In measuring the sex appeal of presidential candidates, the pundits use a little device called the charm meter. The charm meter does not pick up character, policies, or ideology. Just charm. Sometimes we call it charisma.
The charm meter measures the way a man appeals to the ladies with masculine magnetism, and the way he appeals to the men so as to make them feel “he’s one of us.”
George the Elder was a Yalie, a baseball captain, a self-made millionaire and a diplomat, but he tried to be a good ol’ boy. He munched pork rinds (or said he did) and took to dining at Houston’s barbecue joints. It didn’t come naturally. He’s Barbara Bush’s husband, after all.
Bill Clinton, on the other hand, is the bad boy in the back seat, irresistible to the girl who goes for that kind of guy. She wants his sweet talk even though she doesn’t believe a word of it. She just can’t help herself. Character is not the issue at first, but it sure is later.
Al Gore, whether alpha, beta or gamma, is the guy the mamas want their daughters to go out with. He looks more like a sport in his new “earth tones,” than he used to, but you can’t take the well-mannered preppie out of the tough talking pol. Any man who talks nuns out of their life’s savings will not always be honorable, but when he talks about what he did you get the idea that he believes his own excuses. Unlike his mentor, he doesn’t seem to be the sort of guy who lies easily.
Bill Bradley is the guy the girl’s brother wants her to go out with. He’s a jock and smart, too, but little sister finds him a mite earnest. You can trust him for the long-term relationship, if you can last that long, but he’s not a lot of laughs along the way.
John McCain is the attractive older man not necessarily because he looks older, but because he was a prisoner of war. That makes him brave and forever fascinating, a man of worldly experience. Life’s scars didn’t make him bitter; he can still love. His worst fault is not his temper (a girl can sometimes find that exciting), but his righteous arrogance, which comes off as pretentious virtue.
Steve Forbes is a super-rich nerd with convictions, but the package lacks convincing balance. Gary Bauer is smart, witty and idealistic, but it’s impossible to weave a fantasy around a long goodnight kiss with him. Alan Keyes is handsome, principled and eloquent, but more like a preacher who marries the couple, not half of the couple.
So where does that leave George W.? Nicholas Lemann watched George W. work a living room at a party in New Hampshire. The guests were fans of his father and mother and now they’re devoted to the son.
“In this and most other rooms, he was maybe the second-handsomest man,” he writes in the New Yorker, “handsome enough to be magnetic, but short of the dangerous territory of being pretty or overtly sexual. He made you feel drawn to him, without feeling so drawn to him that it was frightening.”

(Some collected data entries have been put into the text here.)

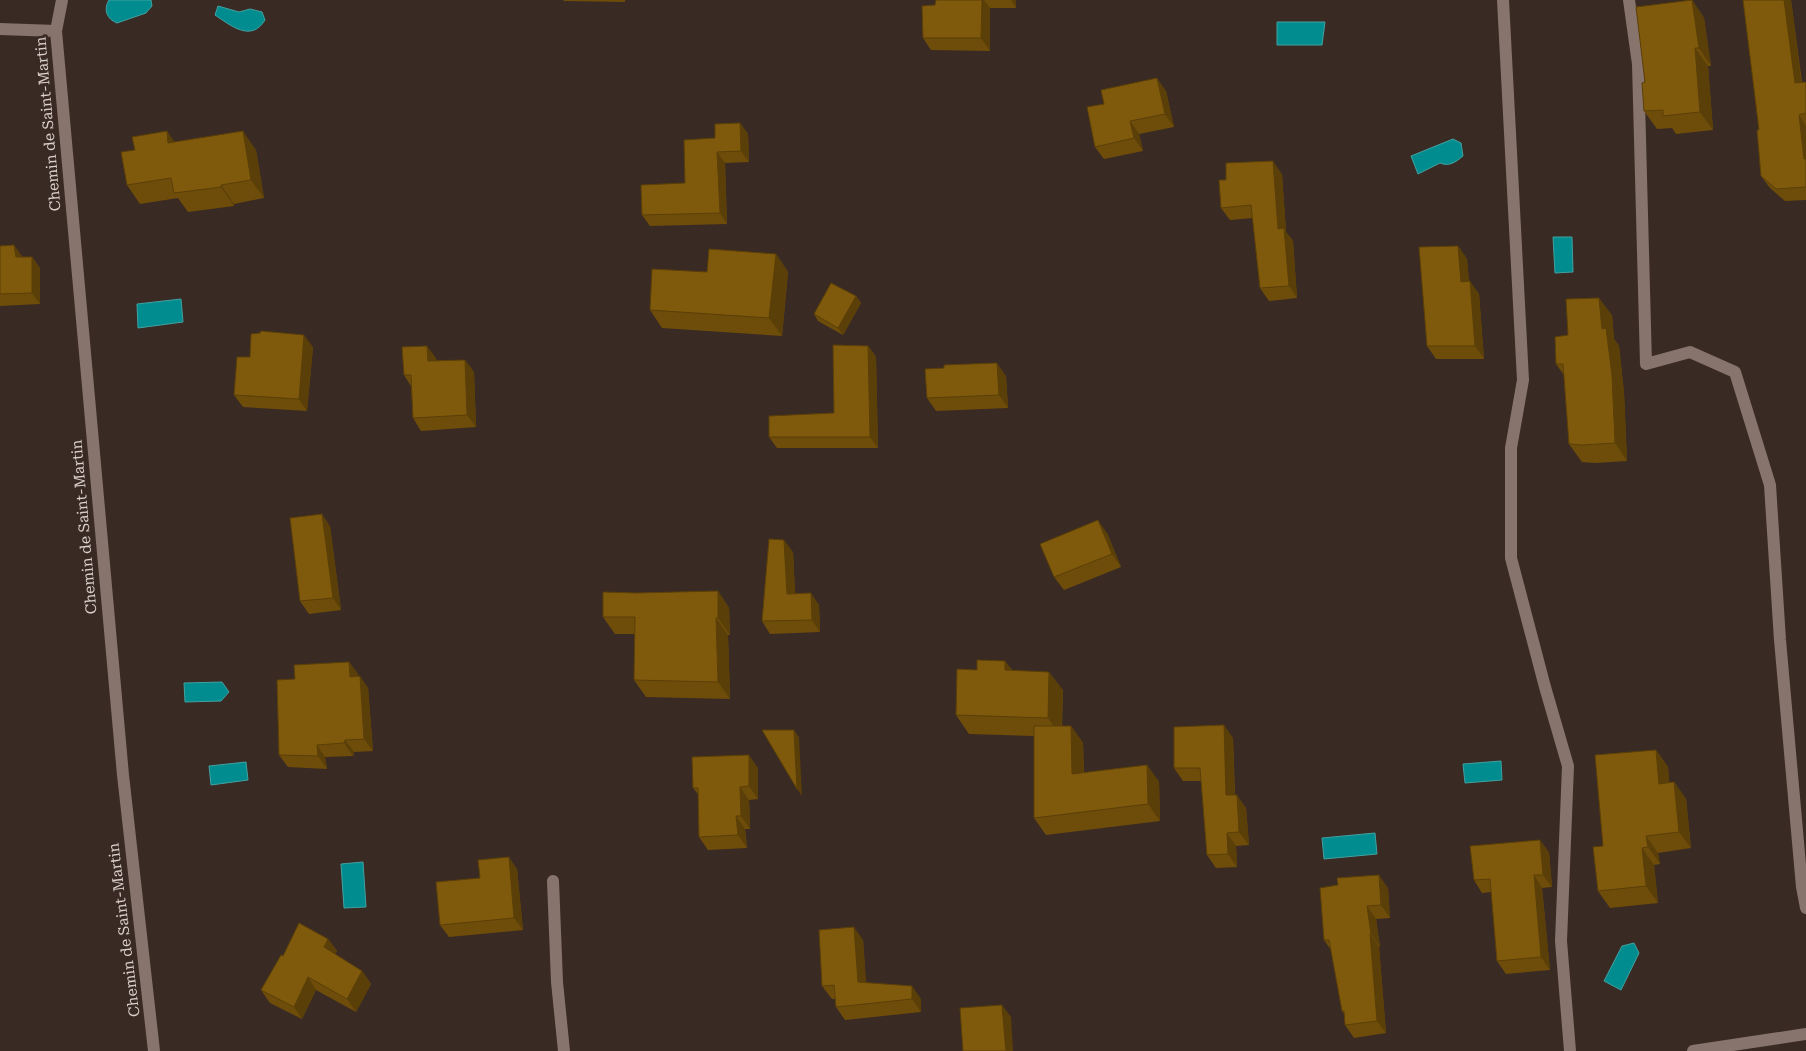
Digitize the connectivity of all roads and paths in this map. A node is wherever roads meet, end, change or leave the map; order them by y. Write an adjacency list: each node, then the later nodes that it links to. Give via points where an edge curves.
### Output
1 (62, 0): 5 (street, Chemin de Saint-Martin)
2 (1503, 0): 11 (street, via 1523,380 1512,448 1510,558 1568,766 1562,941)
3 (1630, 0): 7 (street, via 1638,64 1646,364 1690,352 1735,372 1770,485 1780,640)
4 (0, 29): 5 (street)
5 (56, 31): 9 (street, Chemin de Saint-Martin, via 123,775)
6 (553, 881): 10 (street)
7 (1806, 908)
8 (1806, 1034): 12 (street)
9 (154, 1051)
10 (564, 1051)
11 (1570, 1051)
12 (1693, 1051)

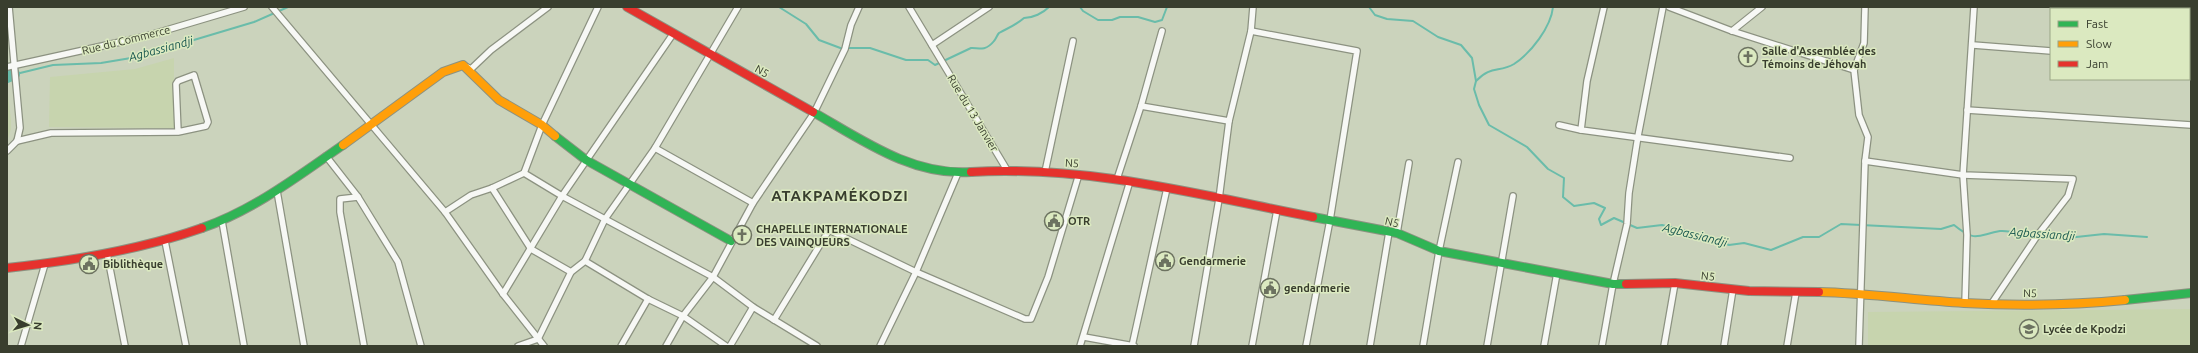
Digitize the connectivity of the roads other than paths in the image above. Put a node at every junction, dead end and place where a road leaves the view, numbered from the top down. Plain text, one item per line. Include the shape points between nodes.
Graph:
1 (9, 7) edge
2 (244, 7) edge
3 (272, 7) edge
4 (548, 7) edge
5 (598, 7) edge
6 (627, 7) edge
7 (738, 7) edge
8 (859, 7) edge
9 (909, 7) edge
10 (989, 7) edge
11 (1253, 7) edge
12 (1604, 7) edge
13 (1663, 7) edge
14 (1669, 7) edge
15 (1762, 7) edge
16 (1865, 7) edge
17 (1974, 7) edge
18 (1162, 31) dead end
19 (1251, 31) junction
20 (1732, 31) junction
21 (672, 34) junction
22 (1073, 42) dead end
23 (1973, 44) junction
24 (932, 45) junction
25 (2050, 50) edge
26 (709, 54) junction
27 (15, 65) junction
28 (463, 65) junction
29 (7, 67) edge
30 (1854, 70) junction
31 (1142, 106) junction
32 (1967, 110) junction
33 (814, 113) junction
34 (1229, 120) junction
35 (2191, 124) edge
36 (373, 125) junction
37 (542, 125) junction
38 (1559, 125) dead end
39 (1581, 130) junction
40 (178, 132) junction
41 (1638, 136) junction
42 (17, 141) junction
43 (655, 148) junction
44 (7, 151) edge
45 (326, 156) junction
46 (1790, 158) dead end
47 (586, 160) junction
48 (1865, 160) junction
49 (1458, 162) dead end
50 (1409, 163) dead end
51 (1007, 170) junction
52 (958, 172) junction
53 (1045, 172) junction
54 (524, 173) junction
55 (1079, 174) junction
56 (1963, 175) junction
57 (1117, 179) junction
58 (1130, 181) junction
59 (629, 183) junction
60 (492, 188) junction
61 (1167, 188) junction
62 (277, 191) junction
63 (562, 196) junction
64 (1513, 196) dead end
65 (358, 197) junction
66 (1219, 199) junction
67 (753, 203) junction
68 (1277, 210) junction
69 (445, 212) junction
70 (605, 219) junction
71 (1330, 220) junction
72 (222, 221) junction
73 (1393, 233) junction
74 (165, 241) junction
75 (731, 241) junction
76 (531, 249) junction
77 (1439, 251) junction
78 (107, 253) junction
79 (585, 261) junction
80 (1501, 263) junction
81 (45, 264) junction
82 (7, 268) edge
83 (571, 272) junction
84 (916, 272) junction
85 (1557, 273) junction
86 (713, 277) junction
87 (1675, 283) junction
88 (1613, 284) junction
89 (1732, 289) junction
90 (1796, 292) junction
91 (1859, 293) junction
92 (2191, 293) edge
93 (503, 294) junction
94 (648, 299) junction
95 (1964, 303) junction
96 (1992, 303) junction
97 (753, 307) junction
98 (683, 316) junction
99 (774, 320) junction
100 (1084, 337) junction
101 (538, 340) junction
102 (815, 345) edge
103 (21, 346) edge
104 (125, 346) edge
105 (186, 346) edge
106 (244, 346) edge
107 (304, 346) edge
108 (364, 346) edge
109 (421, 346) edge
110 (518, 346) edge
111 (544, 346) edge
112 (621, 346) edge
113 (666, 346) edge
114 (726, 346) edge
115 (730, 346) edge
116 (880, 346) edge
117 (1080, 346) edge
118 (1133, 346) edge
119 (1194, 346) edge
120 (1252, 346) edge
121 (1306, 346) edge
122 (1370, 346) edge
123 (1424, 346) edge
124 (1487, 346) edge
125 (1544, 346) edge
126 (1602, 346) edge
127 (1664, 346) edge
128 (1724, 346) edge
129 (1787, 346) edge
130 (1859, 346) edge

1 - 27 street
2 - 27 street, Rue du Commerce via 143,37
3 - 36 street
4 - 28 street via 490,50 471,69
5 - 37 street
6 - 21 main road, N5 / N5
7 - 26 street
8 - 33 street via 845,49
9 - 24 street, Rue du 13 Janvier
10 - 24 street
11 - 19 street
12 - 39 street via 1587,81
13 - 41 street
14 - 20 street
15 - 20 street
16 - 30 street via 1864,43
17 - 23 street
18 - 31 street
19 - 34 street
19 - 71 street via 1357,51
20 - 30 street
21 - 26 main road, N5 / N5
21 - 47 street
22 - 53 street
23 - 25 street
23 - 32 street
24 - 51 street, Rue du 13 Janvier
26 - 33 main road, N5 / N5
26 - 43 street
27 - 29 street, Rue du Commerce
27 - 42 street via 20,121
28 - 36 main road via 443,72
28 - 37 main road via 499,100
30 - 48 street via 1860,115 1867,131
31 - 34 street
31 - 57 street
32 - 35 street
32 - 56 street
33 - 52 main road, N5 / N5 via 907,163
33 - 67 street
34 - 66 street
36 - 45 main road
36 - 69 street
37 - 47 main road
37 - 54 street
38 - 39 street
39 - 41 street
40 - 40 street via 208,124 194,75 176,84
40 - 42 street via 51,133
41 - 46 street
41 - 88 street via 1627,224
42 - 44 street
43 - 59 street
43 - 67 street
45 - 62 main road
45 - 65 street
47 - 59 main road
47 - 63 street
48 - 56 street
48 - 91 street
49 - 77 street
50 - 73 street
51 - 52 main road, N5 / N5
51 - 53 main road, N5 / N5
52 - 84 street
53 - 55 main road, N5 / N5
54 - 60 street
54 - 63 street
55 - 57 main road, N5 / N5
55 - 84 street via 1048,277 1031,319 1024,319
56 - 95 street via 1967,236
56 - 96 street via 2073,179 2068,196 2037,236
57 - 58 main road, N5 / N5
58 - 61 main road, N5 / N5
58 - 100 street
59 - 70 street
59 - 75 main road
60 - 69 street via 471,196
60 - 76 street
61 - 66 main road, N5 / N5
61 - 118 street
62 - 72 main road
62 - 107 street
63 - 70 street
63 - 76 street
64 - 80 street
65 - 108 street via 340,199 340,212
65 - 109 street via 398,262
66 - 68 main road, N5 / N5
66 - 119 street
67 - 75 street
68 - 71 main road, N5 / N5
68 - 120 street
69 - 93 street
70 - 79 street
70 - 86 street
71 - 73 main road, N5 / N5
71 - 121 street
72 - 74 main road
72 - 106 street
73 - 77 main road, N5 / N5
73 - 122 street
74 - 78 main road
74 - 105 street
75 - 86 street
76 - 83 street
76 - 93 street
77 - 80 main road, N5 / N5
77 - 123 street
78 - 81 main road
78 - 104 street
79 - 83 street
79 - 94 street
80 - 85 main road, N5 / N5
80 - 124 street
81 - 82 main road
81 - 103 street
83 - 101 street
84 - 99 street via 829,230
84 - 116 street
85 - 88 main road, N5 / N5
85 - 125 street
86 - 97 street
86 - 98 street
87 - 88 main road, N5 / N5
87 - 89 main road, N5 / N5
87 - 127 street
88 - 126 street
89 - 90 main road, N5 / N5
89 - 128 street
90 - 91 main road, N5 / N5
90 - 129 street
91 - 95 main road, N5 / N5
91 - 130 street
92 - 96 main road, N5 / N5 via 2101,302
93 - 101 street
94 - 98 street
94 - 112 street
95 - 96 main road, N5 / N5
97 - 99 street
97 - 115 street
98 - 113 street
98 - 114 street
99 - 102 street
100 - 117 street
100 - 118 street
101 - 110 street
101 - 111 street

This observation is right on. George W. is not the kind of guy other guys want to imitate. He’s too snug in his own skin. He doesn’t threaten a man because he won’t try to steal his girl or the show. He’s not that flashy. He makes men and women feel comfortable because he’s at ease in their presence and they’re at ease with him.
George W. projects the seductiveness of a faithful husband. He’s fun, neither moving in too close or moving too far away. He’s got a natural talent for natural body language. He’s comfortable around men who like a man’s man, and with women who do, too. He grew up in Midland, Texas, and it shows.

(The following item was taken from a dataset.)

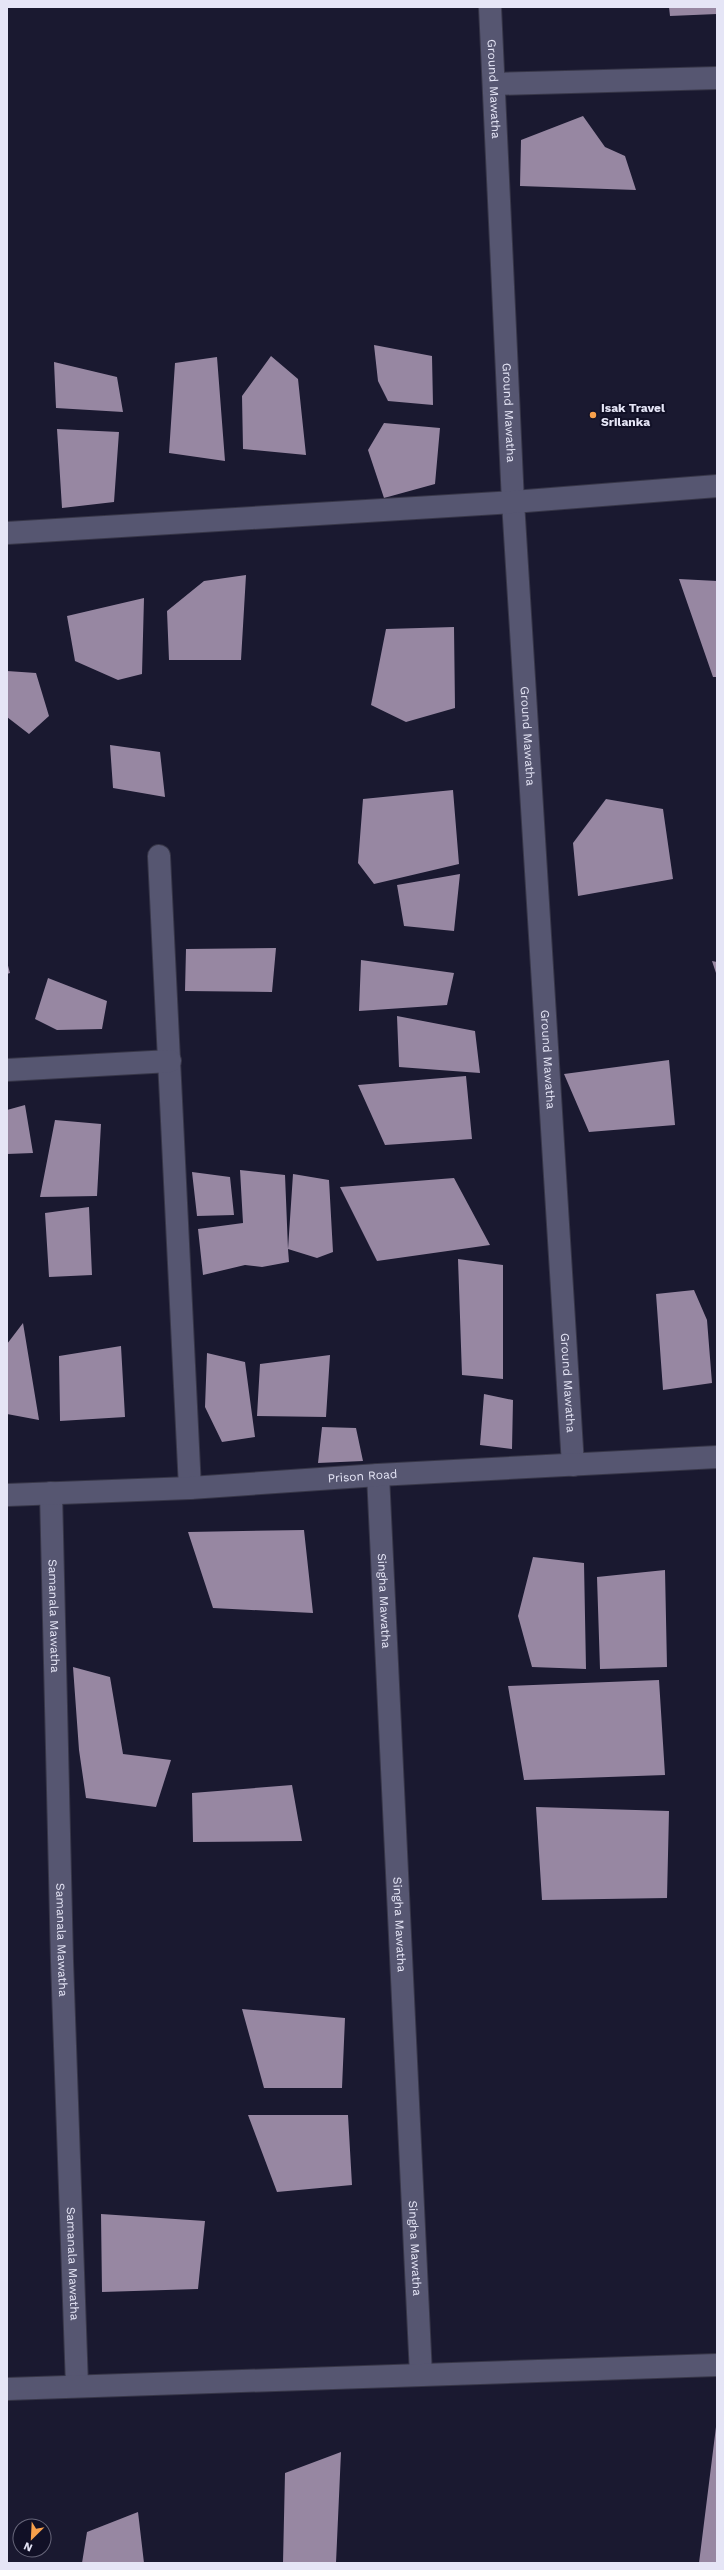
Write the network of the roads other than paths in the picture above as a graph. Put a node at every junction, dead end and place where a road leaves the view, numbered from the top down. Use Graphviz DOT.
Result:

If W. makes anyone feel uncomfortable it’s the eastern intellectual liberal who wears glasses with wire rims and looks like a clone of Sidney Blumenthal or Michael Kinsley, men with a lean and hungry look, good in debate and conversation, but uneasy with men who aren’t just like them. Their defense against the W.s of the world is to make fun of their intelligence, hence the liberal media obsession with W.’s smarts.
Such men (they’re not ever “guys”) don’t think W.s are as smart as they are, but that’s their problem. W. has none of Lyndon Johnson’s difficulties with eastern intellectuals. He doesn’t despise them while craving their admiration. He dismisses them and enjoys joshing about how different they are from him.
In 1998, in the second-largest state, George W. got 65 percent of the women’s vote; 49 percent of the Hispanics; 27 percent of registered Democrats. Even the Democratic lieutenant governor endorsed him. If that ain’t smarts, it ain’t bad.